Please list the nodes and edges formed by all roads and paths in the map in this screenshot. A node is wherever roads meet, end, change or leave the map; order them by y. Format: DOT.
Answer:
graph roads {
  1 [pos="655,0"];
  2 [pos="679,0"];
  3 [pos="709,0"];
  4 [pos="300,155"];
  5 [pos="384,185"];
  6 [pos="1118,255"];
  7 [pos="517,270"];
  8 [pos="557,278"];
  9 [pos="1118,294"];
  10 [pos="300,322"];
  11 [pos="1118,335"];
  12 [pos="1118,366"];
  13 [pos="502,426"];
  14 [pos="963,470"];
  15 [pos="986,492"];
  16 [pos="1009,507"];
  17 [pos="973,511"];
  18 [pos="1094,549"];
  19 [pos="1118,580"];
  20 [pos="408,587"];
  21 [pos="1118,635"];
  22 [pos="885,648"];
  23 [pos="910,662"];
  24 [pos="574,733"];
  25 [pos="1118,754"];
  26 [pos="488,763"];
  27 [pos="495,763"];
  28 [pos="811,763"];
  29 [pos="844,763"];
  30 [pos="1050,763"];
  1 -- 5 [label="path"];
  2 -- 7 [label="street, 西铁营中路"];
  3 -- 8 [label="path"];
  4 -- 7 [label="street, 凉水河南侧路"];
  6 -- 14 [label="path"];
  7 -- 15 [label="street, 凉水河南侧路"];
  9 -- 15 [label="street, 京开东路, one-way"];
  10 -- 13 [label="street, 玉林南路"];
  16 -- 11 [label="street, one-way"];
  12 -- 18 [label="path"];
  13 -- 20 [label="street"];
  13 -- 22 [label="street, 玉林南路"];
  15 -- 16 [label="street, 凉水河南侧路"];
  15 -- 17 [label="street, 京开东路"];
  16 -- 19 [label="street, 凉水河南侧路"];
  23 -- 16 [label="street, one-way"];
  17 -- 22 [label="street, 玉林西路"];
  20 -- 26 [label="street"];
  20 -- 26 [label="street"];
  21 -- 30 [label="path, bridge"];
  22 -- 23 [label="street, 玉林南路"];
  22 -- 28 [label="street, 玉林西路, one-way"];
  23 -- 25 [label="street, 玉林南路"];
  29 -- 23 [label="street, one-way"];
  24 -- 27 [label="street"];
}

────

Directions: Look through the entries above, and wherever a line holds the word "玉林西路", copy it.

Final answer:
  17 -- 22 [label="street, 玉林西路"];
  22 -- 28 [label="street, 玉林西路, one-way"];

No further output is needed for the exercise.